To the best of our knowledge, the CRA has not had a single successful prosecution of international tax evasion in the past 10 years. The agency has claimed that it has published such success on its website. As far as we can tell, that is disingenuous. These cases may have an international dimension such as assets maintained offshore, but the actual prosecution was purely for domestic offences, and not the crime of offshore tax evasion. Despite the lack of prosecutions, in 2014-15 the CRA did bring in over $1-billion more than expected from tax-evasion disclosures, suggesting that more aggressive action could reap even greater benefits.

The CRA is possibly the most effective tax-collection agency in the world – provided your money is in Canada. What happens when you cheat offshore? Thanks to KPMG's alleged machinations to help shelter the money of some wealthy Canadians abroad, we know what happens: The CRA requires you to pay back taxes along with a modest penalty. How do we know? The deal the CRA cut with KPMG and its clients became public only because a handful of those clients refused to co-operate and instead decided to fight it out in court, as a result of which the terms of the deal – much to the chagrin of both the CRA and KPMG – became public.

The CRA deal was likely motivated at least in part by the reluctance of Crown prosecutors to go after offshore tax cheats. The outcome of such complex cases is anything but certain. Prosecutors like to win, and losing is bad for your career. As a result, Crowns have no interest in taking on time-consuming cases that can drag on for years.

But the problem goes well beyond Crowns. Even if the CRA could interest prosecutors, the CRA simply does not have the resources or experience to investigate such cases.

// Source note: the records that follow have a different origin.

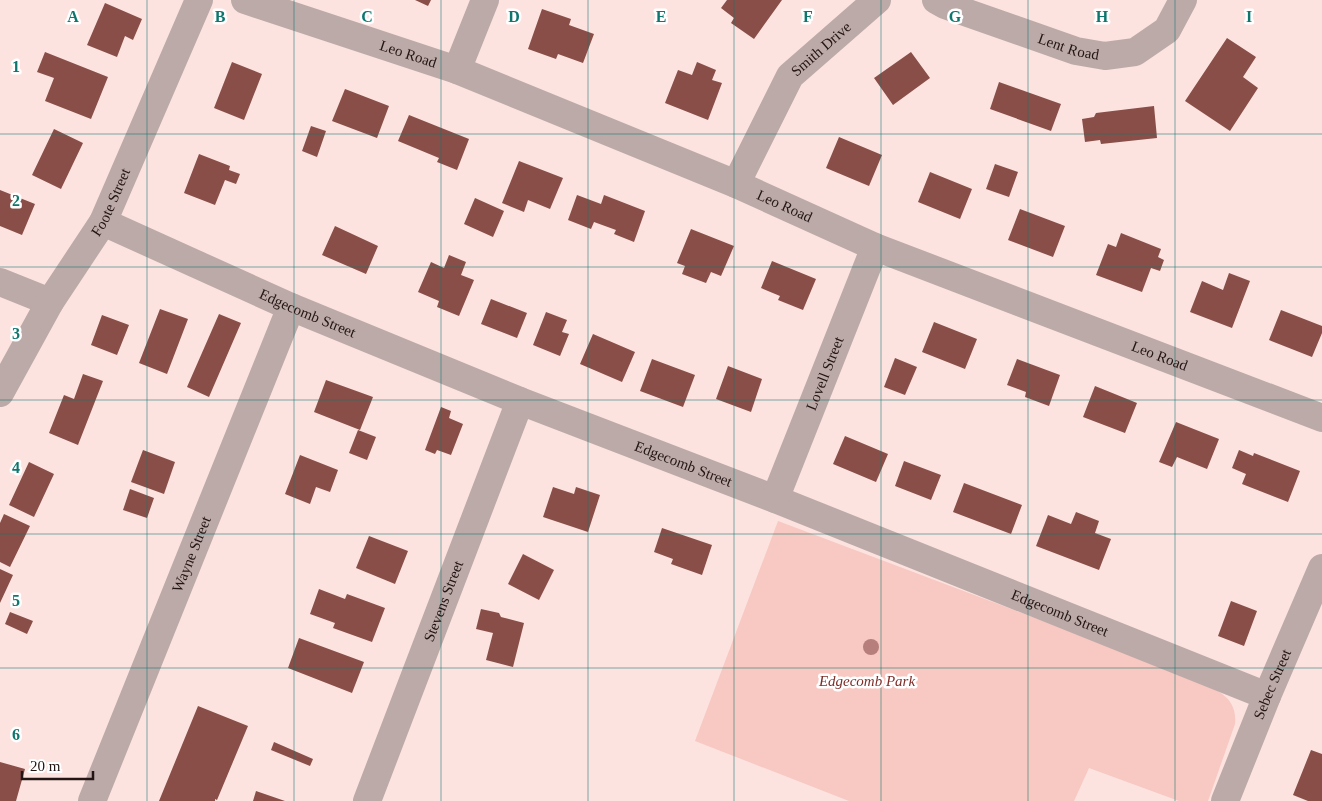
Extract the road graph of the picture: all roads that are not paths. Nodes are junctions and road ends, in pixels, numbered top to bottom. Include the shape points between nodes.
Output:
1 (199, 0) edge
2 (245, 0) edge
3 (485, 0) edge
4 (877, 0) edge
5 (936, 0) edge
6 (1183, 0) edge
7 (456, 70) junction
8 (736, 184) junction
9 (103, 222) junction
10 (875, 247) junction
11 (0, 282) edge
12 (50, 302) junction
13 (291, 307) junction
14 (0, 393) edge
15 (520, 401) junction
16 (1322, 418) edge
17 (775, 499) junction
18 (1322, 568) edge
19 (1267, 696) junction
20 (92, 801) edge
21 (367, 801) edge
22 (1225, 801) edge

1 - 9 street, Foote Street
2 - 7 street, Leo Road
3 - 7 street
4 - 8 street, Smith Drive via 790,76
5 - 6 street, Lent Road via 945,6 1076,51 1105,56 1135,52 1167,30
7 - 8 street, Leo Road
8 - 10 street, Leo Road
9 - 12 street, Foote Street
9 - 13 street, Edgecomb Street
10 - 16 street, Leo Road
10 - 17 street, Lovell Street
11 - 12 street
12 - 14 street, Foote Street
13 - 15 street, Edgecomb Street
13 - 20 street, Wayne Street
15 - 17 street, Edgecomb Street
15 - 21 street, Stevens Street
17 - 19 street, Edgecomb Street
18 - 19 street, Sebec Street
19 - 22 street, Sebec Street

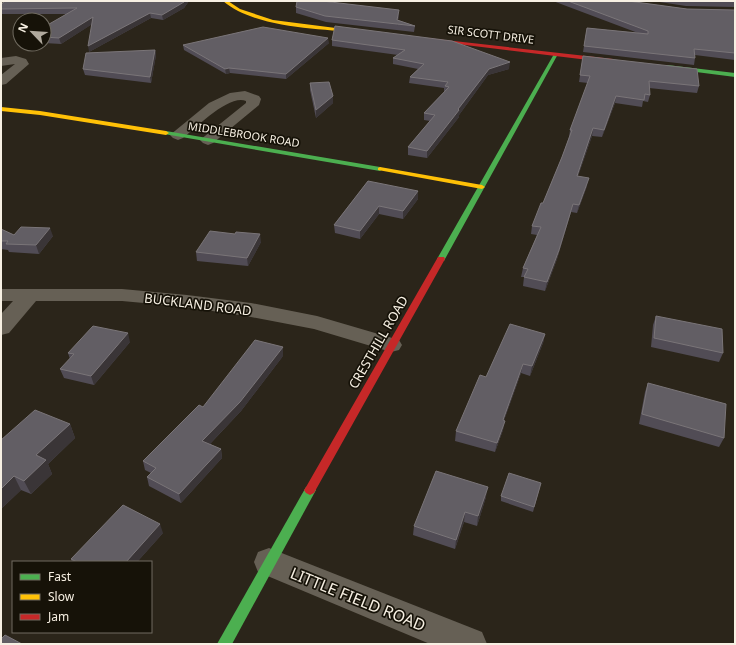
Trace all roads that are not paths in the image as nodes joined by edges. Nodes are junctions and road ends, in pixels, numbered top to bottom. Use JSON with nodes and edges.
{"nodes":[{"id":1,"x":40,"y":1,"type":"edge"},
{"id":2,"x":225,"y":1,"type":"edge"},
{"id":3,"x":1,"y":2,"type":"edge"},
{"id":4,"x":371,"y":32,"type":"edge"},
{"id":5,"x":417,"y":38,"type":"edge"},
{"id":6,"x":556,"y":54,"type":"junction"},
{"id":7,"x":1,"y":62,"type":"edge"},
{"id":8,"x":626,"y":62,"type":"edge"},
{"id":9,"x":657,"y":66,"type":"edge"},
{"id":10,"x":735,"y":75,"type":"edge"},
{"id":11,"x":1,"y":81,"type":"edge"},
{"id":12,"x":1,"y":108,"type":"edge"},
{"id":13,"x":178,"y":135,"type":"junction"},
{"id":14,"x":208,"y":140,"type":"junction"},
{"id":15,"x":482,"y":187,"type":"junction"},
{"id":16,"x":1,"y":295,"type":"edge"},
{"id":17,"x":30,"y":295,"type":"junction"},
{"id":18,"x":1,"y":328,"type":"edge"},
{"id":19,"x":390,"y":345,"type":"junction"},
{"id":20,"x":269,"y":562,"type":"junction"},
{"id":21,"x":224,"y":644,"type":"edge"},
{"id":22,"x":470,"y":644,"type":"edge"}],
"edges":[{"from":1,"to":3,"type":"street"},
{"from":2,"to":4,"type":"street"},
{"from":5,"to":6,"type":"street","name":"SIR SCOTT DRIVE"},
{"from":6,"to":8,"type":"street","name":"SIR SCOTT DRIVE"},
{"from":6,"to":15,"type":"street","name":"CRESTHILL ROAD"},
{"from":7,"to":11,"type":"street"},
{"from":9,"to":10,"type":"street"},
{"from":12,"to":13,"type":"street","name":"MIDDLEBROOK ROAD"},
{"from":13,"to":14,"type":"street","name":"MIDDLEBROOK ROAD"},
{"from":13,"to":14,"type":"street"},
{"from":14,"to":15,"type":"street","name":"MIDDLEBROOK ROAD"},
{"from":15,"to":19,"type":"street","name":"CRESTHILL ROAD"},
{"from":16,"to":17,"type":"street","name":"BUCKLAND ROAD"},
{"from":17,"to":18,"type":"street"},
{"from":17,"to":19,"type":"street","name":"BUCKLAND ROAD"},
{"from":19,"to":20,"type":"street","name":"CRESTHILL ROAD"},
{"from":20,"to":21,"type":"street","name":"CRESTHILL ROAD"},
{"from":20,"to":22,"type":"street","name":"LITTLE FIELD ROAD"}]}
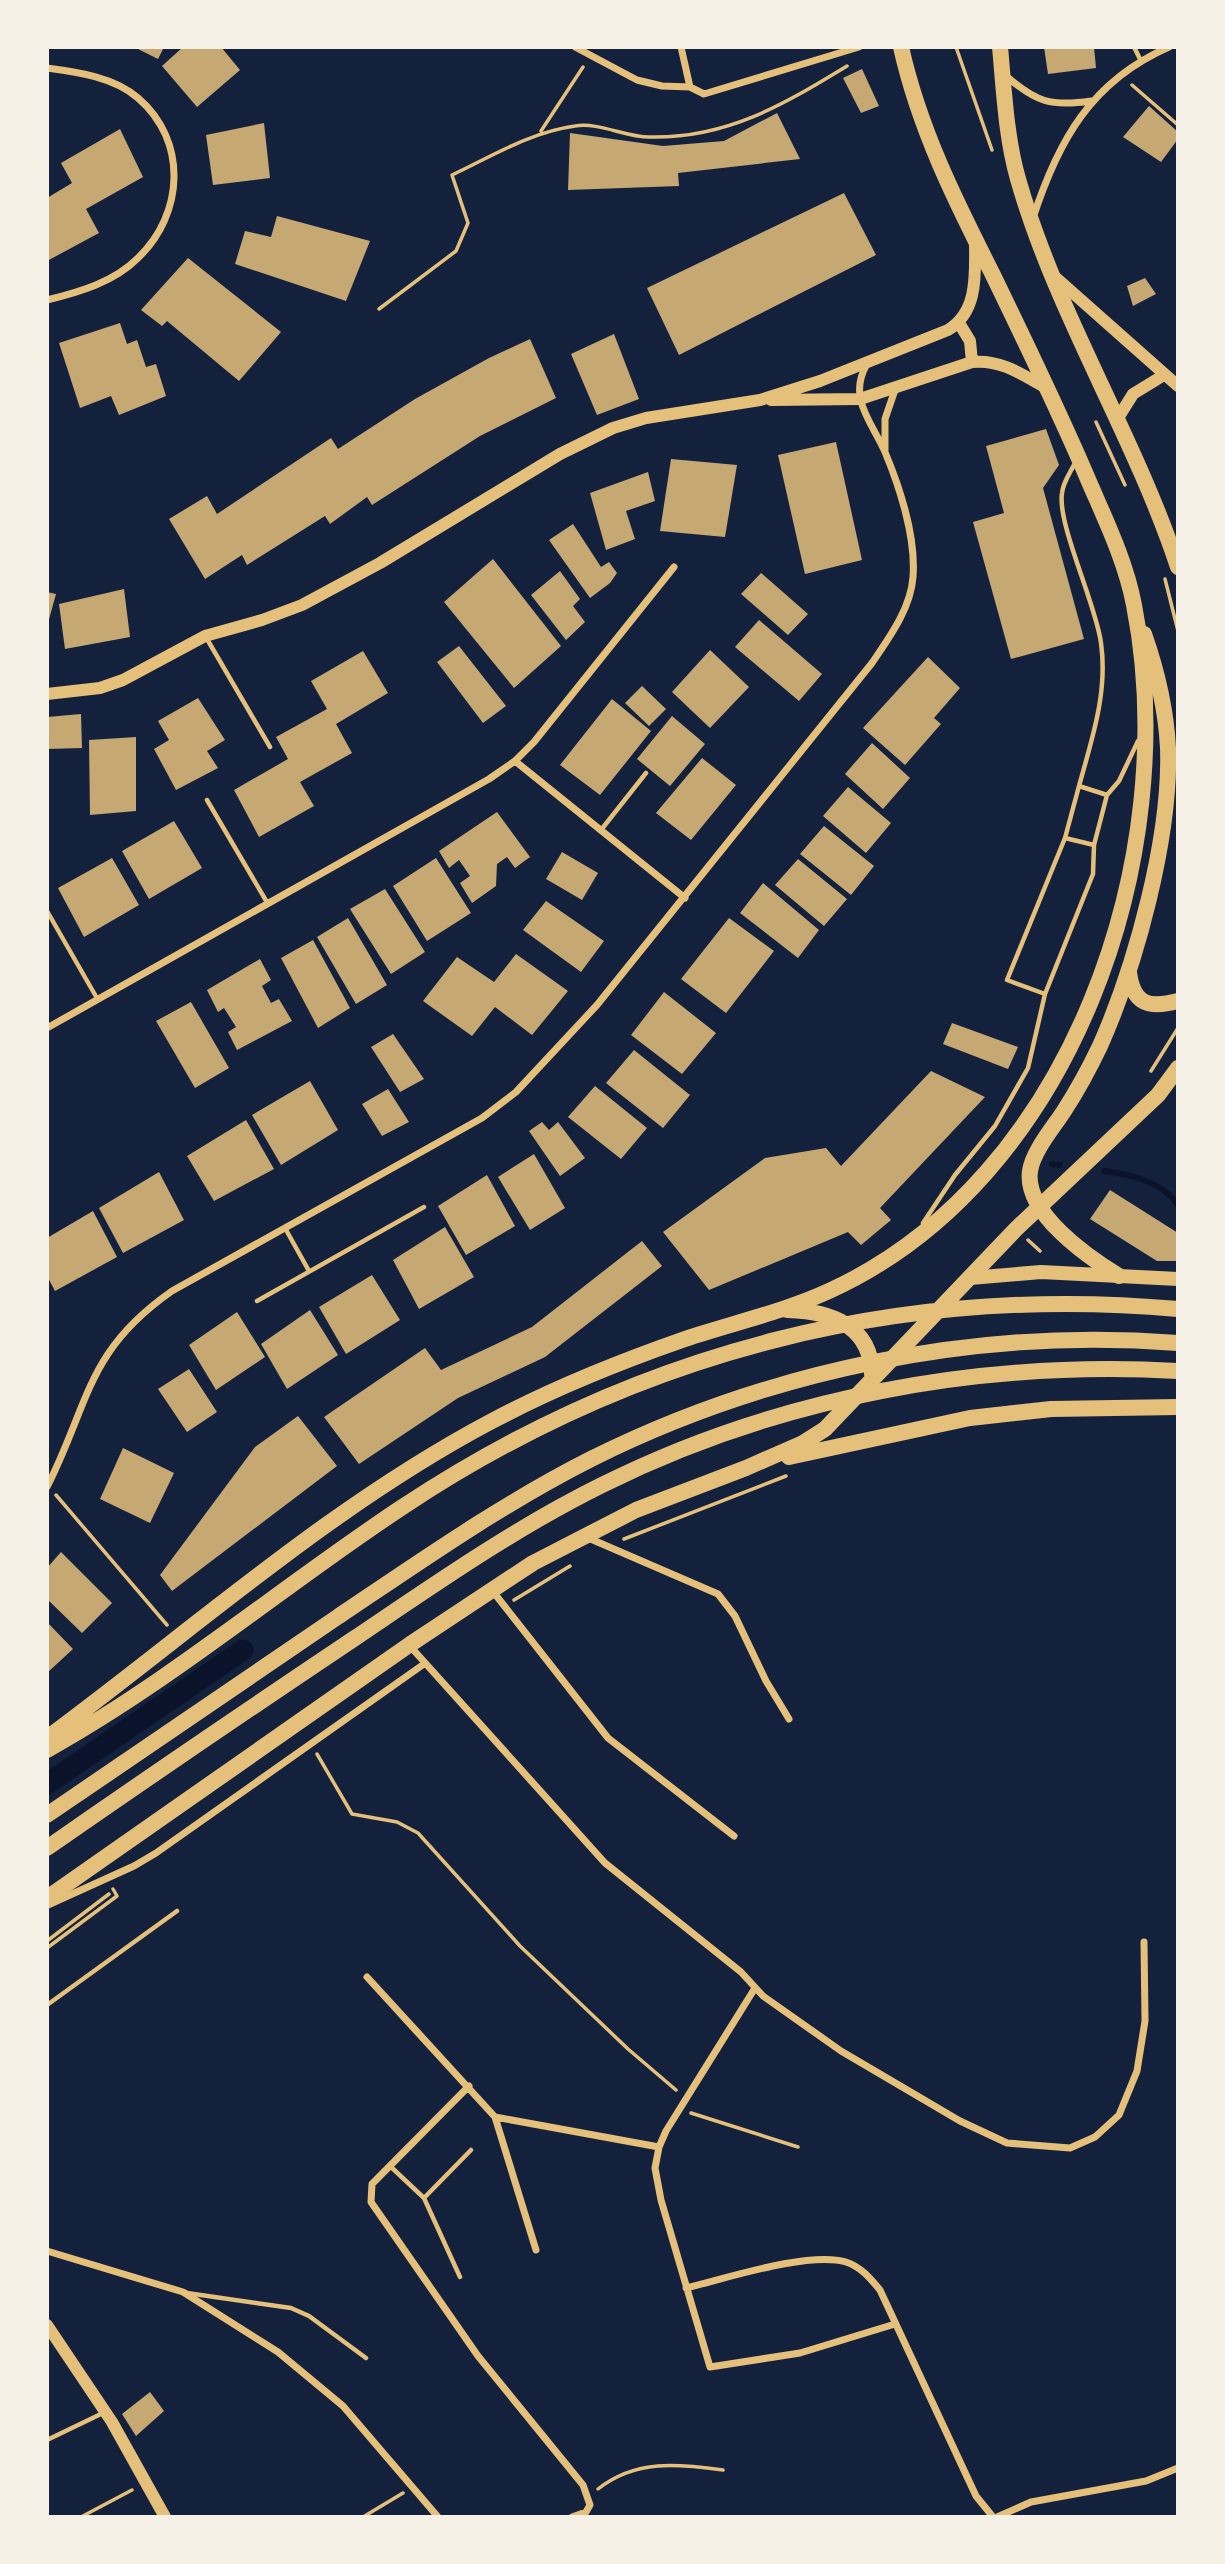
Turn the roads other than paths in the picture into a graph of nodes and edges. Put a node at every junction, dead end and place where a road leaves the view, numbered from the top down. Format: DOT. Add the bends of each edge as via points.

And on cross-border white-collar crime, the RCMP is like a fish out of water. (That should not come as a surprise for an allegedly federal police force that spends 85 per cent of its attention on contract policing for provinces and municipalities.)

What are the chances that the CRA will change its ways? In the wake of the Panama Papers, the agency has touted that it will be hiring 100 additional auditors to fight abusive international tax avoidance. The impact will likely be negligible: You cannot solve these problems by hiring newly minted accountants. The line between legal international tax avoidance and offshore criminal tax evasion is blurry. The new accountants will be up against a league of experienced tax lawyers and accountants who make a mint off finding (often perfectly legal) ways of sheltering their clients' money from Canada's taxman.

Going after offshore tax evasion and other global financial crimes will not be easy. There is mounting evidence that Vancouver real estate is favoured among money-launderers from across the world. In addition, to catch the crooks, the CRA will have to create new channels of co-operation with Crown prosecutors, customs officials, the RCMP, trade bureaucrats and the federal financial intelligence agency that tracks cross-border financial flows.

Instead, the CRA is taking after tax agencies elsewhere by looking to coerce the CBC – despite the obvious risk to the informant who leaked the documents and the fact that the Panama Papers were stolen from a law firm and likely cannot be used in court against Canadian taxpayers due to lawyer-client confidentiality protections. It is disheartening when the CRA's best hope to tackle the problem of offshore tax evasion is to bully the CBC to obtain tainted financial intelligence.